» INSTRUCTIONS TO FOLLOW
Could you copy every line in the listing below that has the word "DRIVE"?

##############################

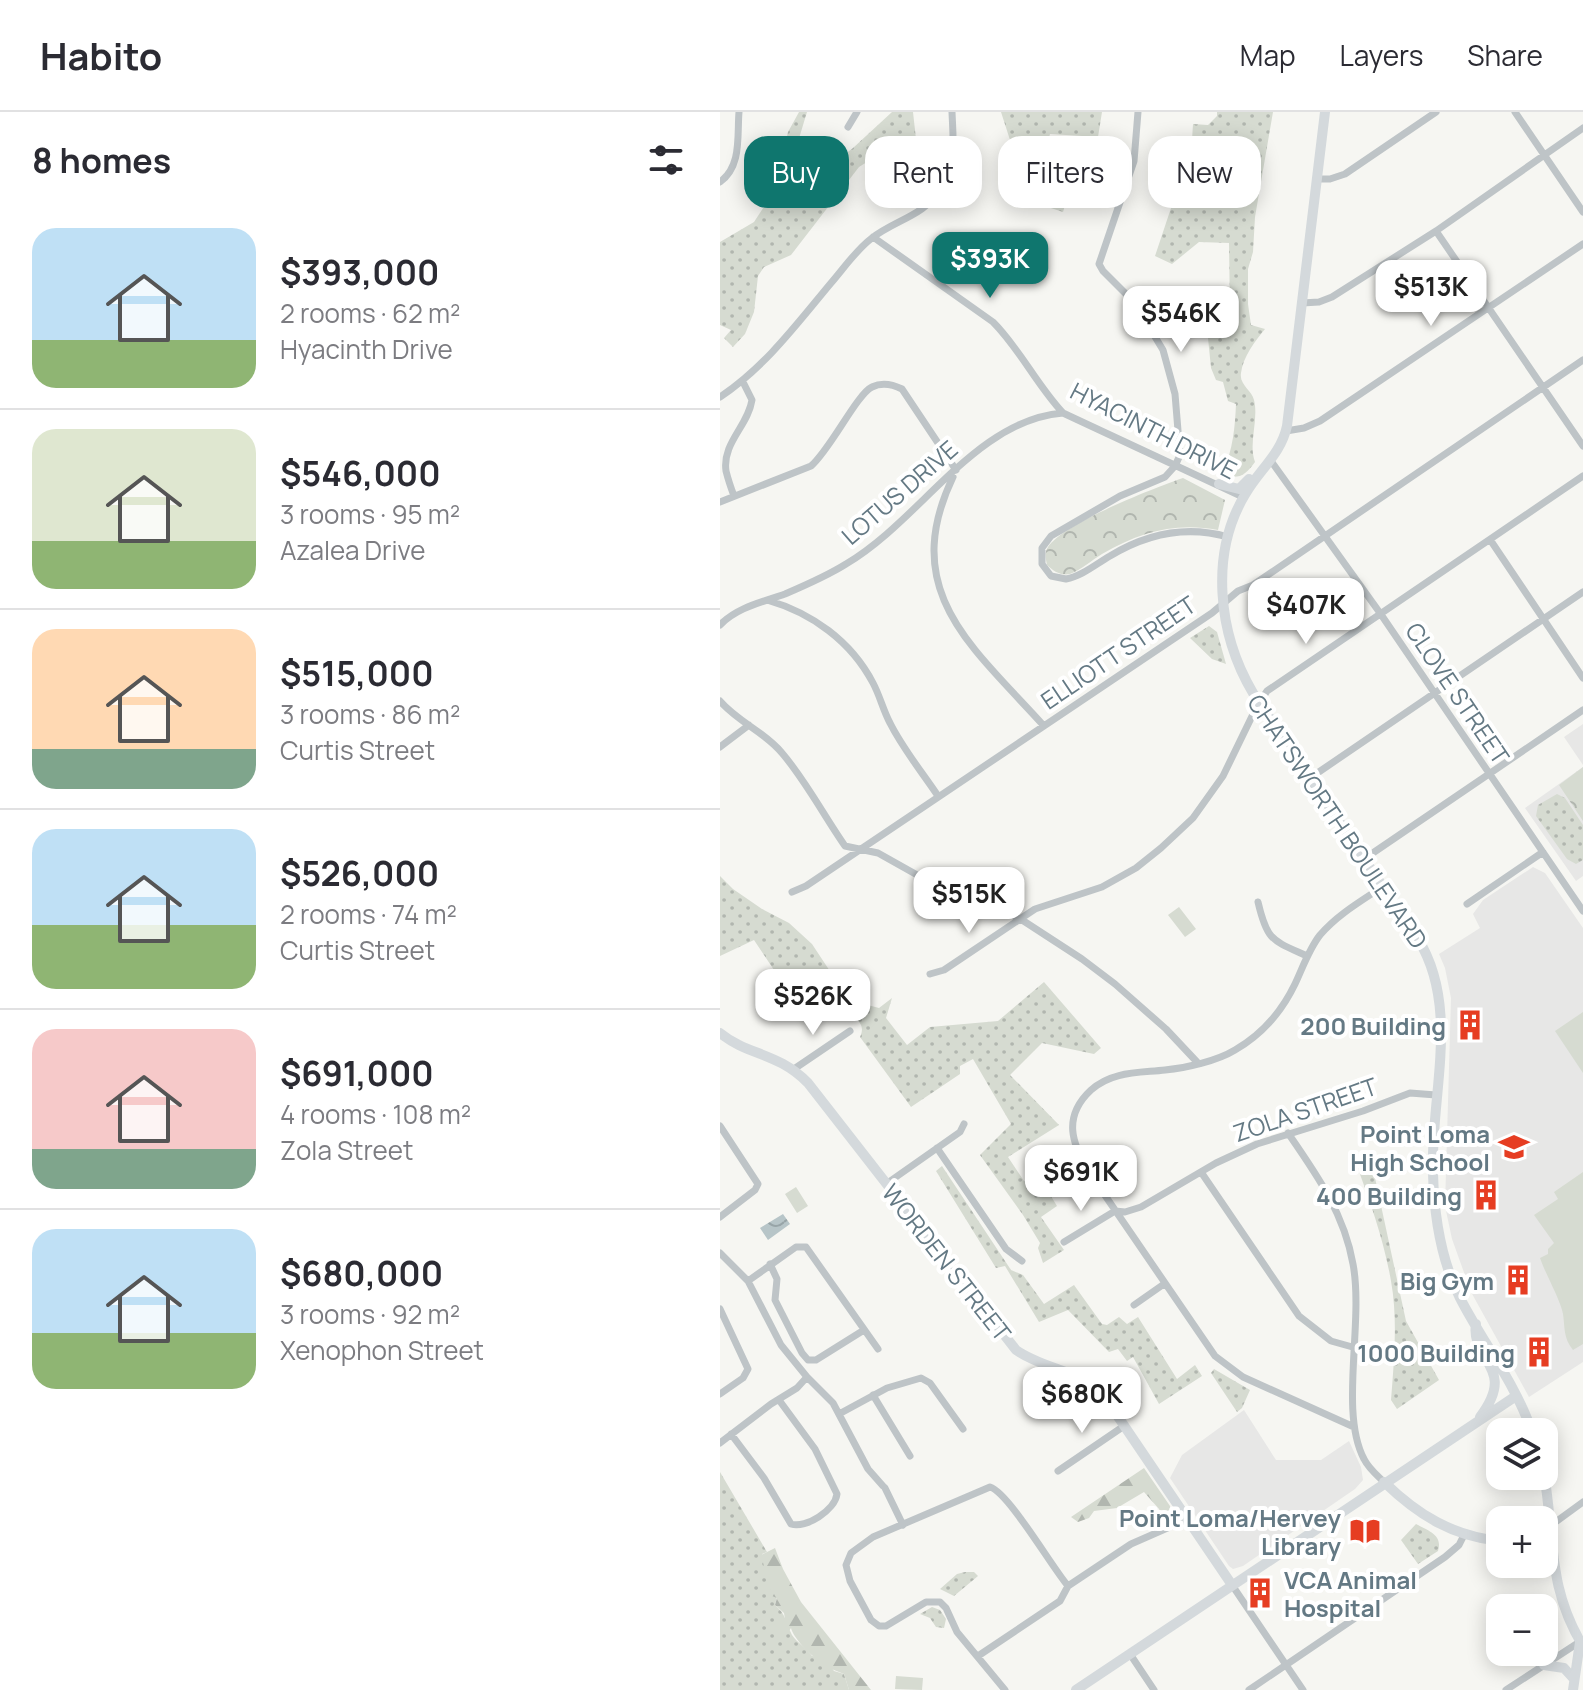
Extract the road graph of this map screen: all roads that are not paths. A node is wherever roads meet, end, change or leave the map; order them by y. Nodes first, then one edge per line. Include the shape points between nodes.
1 (739, 112) edge
2 (857, 112) edge
3 (952, 112) edge
4 (1138, 112) edge
5 (1325, 112) edge
6 (1436, 112) edge
7 (1515, 112) edge
8 (848, 127) dead end
9 (1583, 128) edge
10 (1544, 155) junction
11 (1317, 179) junction
12 (720, 182) edge
13 (1583, 212) edge
14 (1436, 231) junction
15 (873, 237) junction
16 (1583, 244) edge
17 (1302, 303) junction
18 (1490, 308) junction
19 (1583, 360) edge
20 (743, 382) junction
21 (1543, 387) junction
22 (720, 397) edge
23 (1063, 413) junction
24 (1286, 431) junction
25 (1583, 446) edge
26 (1176, 464) junction
27 (1267, 466) junction
28 (956, 470) junction
29 (1583, 476) edge
30 (1219, 484) junction
31 (734, 496) junction
32 (1243, 497) junction
33 (720, 502) edge
34 (1325, 536) junction
35 (1228, 537) junction
36 (1491, 541) junction
37 (1583, 592) edge
38 (767, 600) junction
39 (1223, 605) junction
40 (1380, 613) junction
41 (1542, 619) junction
42 (720, 625) edge
43 (1583, 678) edge
44 (1434, 694) junction
45 (720, 701) edge
46 (1259, 702) junction
47 (1583, 710) edge
48 (749, 725) junction
49 (1044, 726) junction
50 (720, 747) edge
51 (1489, 773) junction
52 (1310, 778) junction
53 (938, 796) junction
54 (860, 850) junction
55 (1543, 852) junction
56 (1364, 859) junction
57 (1382, 887) junction
58 (792, 892) dead end
59 (1258, 902) dead end
60 (1467, 904) dead end
61 (1583, 911) edge
62 (1019, 918) junction
63 (1307, 956) junction
64 (930, 974) dead end
65 (850, 1031) dead end
66 (720, 1033) edge
67 (1197, 1062) junction
68 (794, 1069) junction
69 (1436, 1095) junction
70 (964, 1124) dead end
71 (720, 1126) edge
72 (1288, 1133) junction
73 (724, 1139) edge
74 (937, 1148) junction
75 (1201, 1172) junction
76 (886, 1184) junction
77 (1115, 1211) junction
78 (720, 1217) edge
79 (1064, 1242) dead end
80 (720, 1253) edge
81 (1022, 1261) dead end
82 (770, 1264) junction
83 (748, 1281) junction
84 (1164, 1284) junction
85 (1134, 1305) dead end
86 (720, 1309) edge
87 (1476, 1324) junction
88 (864, 1330) junction
89 (1356, 1348) junction
90 (878, 1349) dead end
91 (807, 1377) junction
92 (720, 1394) edge
93 (873, 1395) junction
94 (1516, 1396) junction
95 (779, 1400) junction
96 (839, 1414) junction
97 (1526, 1418) edge
98 (1476, 1422) junction
99 (1124, 1426) junction
100 (1354, 1427) junction
101 (963, 1429) dead end
102 (731, 1434) junction
103 (720, 1443) edge
104 (910, 1456) dead end
105 (1058, 1471) dead end
106 (1384, 1482) junction
107 (1583, 1502) edge
108 (1188, 1519) junction
109 (1558, 1521) edge
110 (903, 1525) junction
111 (1464, 1535) junction
112 (1486, 1539) edge
113 (1555, 1578) edge
114 (1232, 1585) junction
115 (1068, 1586) junction
116 (1582, 1642) edge
117 (1130, 1654) junction
118 (978, 1656) junction
119 (1558, 1657) edge
120 (1287, 1664) junction
121 (1542, 1666) edge
122 (1551, 1666) edge
123 (1577, 1682) edge
124 (1005, 1690) edge
125 (1076, 1690) edge
126 (1154, 1690) edge
127 (1249, 1690) edge
128 (1303, 1690) edge
129 (1506, 1690) edge

1 - 12 street via 735,162
2 - 8 street
3 - 15 street via 954,151 943,186 923,209
4 - 26 street via 1134,161 1099,264 1134,302 1163,350 1177,408
5 - 11 main road, CHATSWORTH BOULEVARD
6 - 11 street via 1345,174
7 - 10 street
9 - 10 street
10 - 13 street
10 - 14 street
11 - 17 main road, CHATSWORTH BOULEVARD
14 - 17 street via 1328,299
14 - 18 street
15 - 20 street
15 - 23 street, HYACINTH DRIVE via 993,322
16 - 18 street
17 - 24 main road, CHATSWORTH BOULEVARD
18 - 21 street
18 - 24 street via 1320,421
19 - 21 street, ELLIOTT STREET
20 - 22 street
20 - 31 street via 752,400 727,452
21 - 25 street
21 - 34 street, ELLIOTT STREET
23 - 26 street, HYACINTH DRIVE
23 - 28 street, LOTUS DRIVE via 1042,414 1003,431
24 - 27 main road, CHATSWORTH BOULEVARD
26 - 30 street, HYACINTH DRIVE
26 - 35 street via 1162,478 1049,537 1041,554 1045,571 1056,578 1073,578 1134,543 1171,531
27 - 30 main road via 1239,489
27 - 32 main road, CHATSWORTH BOULEVARD
27 - 34 street, CLOVE STREET
28 - 31 street via 902,389 883,384 863,392 811,466
28 - 38 street, LOTUS DRIVE via 865,552
28 - 49 street via 937,520 934,565 940,593 963,636
29 - 36 street
30 - 32 street, HYACINTH DRIVE
31 - 33 street
32 - 35 main road, CHATSWORTH BOULEVARD
34 - 39 street, ELLIOTT STREET
34 - 40 street, CLOVE STREET
35 - 39 main road, CHATSWORTH BOULEVARD
36 - 40 street
36 - 41 street
37 - 41 street
38 - 42 street, LOTUS DRIVE via 734,613
38 - 53 street via 818,623 855,655 890,724
39 - 46 main road, CHATSWORTH BOULEVARD via 1236,660
39 - 49 street, ELLIOTT STREET
40 - 44 street, CLOVE STREET
40 - 46 street via 1267,691
41 - 43 street
41 - 44 street
44 - 51 street, CLOVE STREET
44 - 52 street
45 - 48 street
46 - 52 main road, CHATSWORTH BOULEVARD
46 - 62 street via 1223,776 1178,834 1118,879
47 - 51 street
48 - 50 street
48 - 54 street via 783,753 845,846
49 - 53 street, ELLIOTT STREET
51 - 55 street, CLOVE STREET
51 - 56 street
52 - 56 main road, CHATSWORTH BOULEVARD
53 - 54 street, ELLIOTT STREET
54 - 58 street, ELLIOTT STREET
54 - 62 street via 878,853 935,885
55 - 60 street
55 - 61 street, CLOVE STREET
56 - 57 main road, CHATSWORTH BOULEVARD
57 - 63 street via 1329,926
57 - 69 main road, CHATSWORTH BOULEVARD via 1434,973 1440,1010
59 - 63 street via 1270,936
62 - 64 street via 944,970
62 - 67 street via 1109,979
63 - 67 street via 1282,1007 1263,1029 1221,1058
65 - 68 street
66 - 68 main road, WORDEN STREET
67 - 77 street via 1126,1073 1091,1090 1080,1103 1072,1123 1073,1141
68 - 76 main road, WORDEN STREET
69 - 72 street, ZOLA STREET via 1410,1093
69 - 87 main road, CHATSWORTH BOULEVARD via 1433,1171 1439,1232 1456,1290
70 - 74 street
71 - 73 street
72 - 75 street, ZOLA STREET
72 - 89 street via 1328,1193 1346,1232 1354,1266
73 - 78 street via 757,1186
74 - 76 street
74 - 81 street via 1006,1249
75 - 77 street, ZOLA STREET via 1141,1207
75 - 89 street via 1299,1316 1331,1341
76 - 99 main road, WORDEN STREET via 1010,1344 1034,1361 1091,1384
77 - 79 street, ZOLA STREET
77 - 84 street
80 - 83 street
82 - 83 street
82 - 88 street via 796,1247 808,1248
82 - 88 street via 777,1279 775,1300 808,1360
83 - 91 street via 781,1345
84 - 85 street
84 - 100 street via 1222,1363
86 - 92 street via 746,1364 746,1376
87 - 94 main road, CHATSWORTH BOULEVARD
87 - 98 main road via 1474,1335 1495,1381 1492,1399
88 - 90 street
89 - 100 street
91 - 95 street
91 - 96 street
93 - 96 street
93 - 101 street via 924,1379
93 - 104 street
94 - 97 main road, CHATSWORTH BOULEVARD
94 - 98 main road
95 - 102 street
95 - 102 street via 815,1449 837,1494 833,1505 805,1525 791,1524
96 - 110 street
98 - 106 main road
99 - 105 street
99 - 108 main road, WORDEN STREET
100 - 106 street via 1364,1458
102 - 103 street
106 - 111 main road via 1420,1514
106 - 114 main road
107 - 109 street
108 - 114 main road, WORDEN STREET
108 - 115 street via 1131,1544
110 - 115 street via 980,1489 995,1488
110 - 118 street via 873,1537 848,1559 850,1581 867,1615 886,1626 937,1601
111 - 112 main road
111 - 120 street via 1445,1557
113 - 116 main road
114 - 117 main road
114 - 120 street, WORDEN STREET
115 - 118 street via 1060,1601
116 - 119 street
116 - 123 main road
117 - 125 main road
117 - 126 street
118 - 124 street
120 - 127 street
120 - 128 street, WORDEN STREET
121 - 129 street
122 - 123 main road via 1564,1668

##############################

» ANSWER BOX
15 - 23 street, HYACINTH DRIVE via 993,322
23 - 26 street, HYACINTH DRIVE
23 - 28 street, LOTUS DRIVE via 1042,414 1003,431
26 - 30 street, HYACINTH DRIVE
28 - 38 street, LOTUS DRIVE via 865,552
30 - 32 street, HYACINTH DRIVE
38 - 42 street, LOTUS DRIVE via 734,613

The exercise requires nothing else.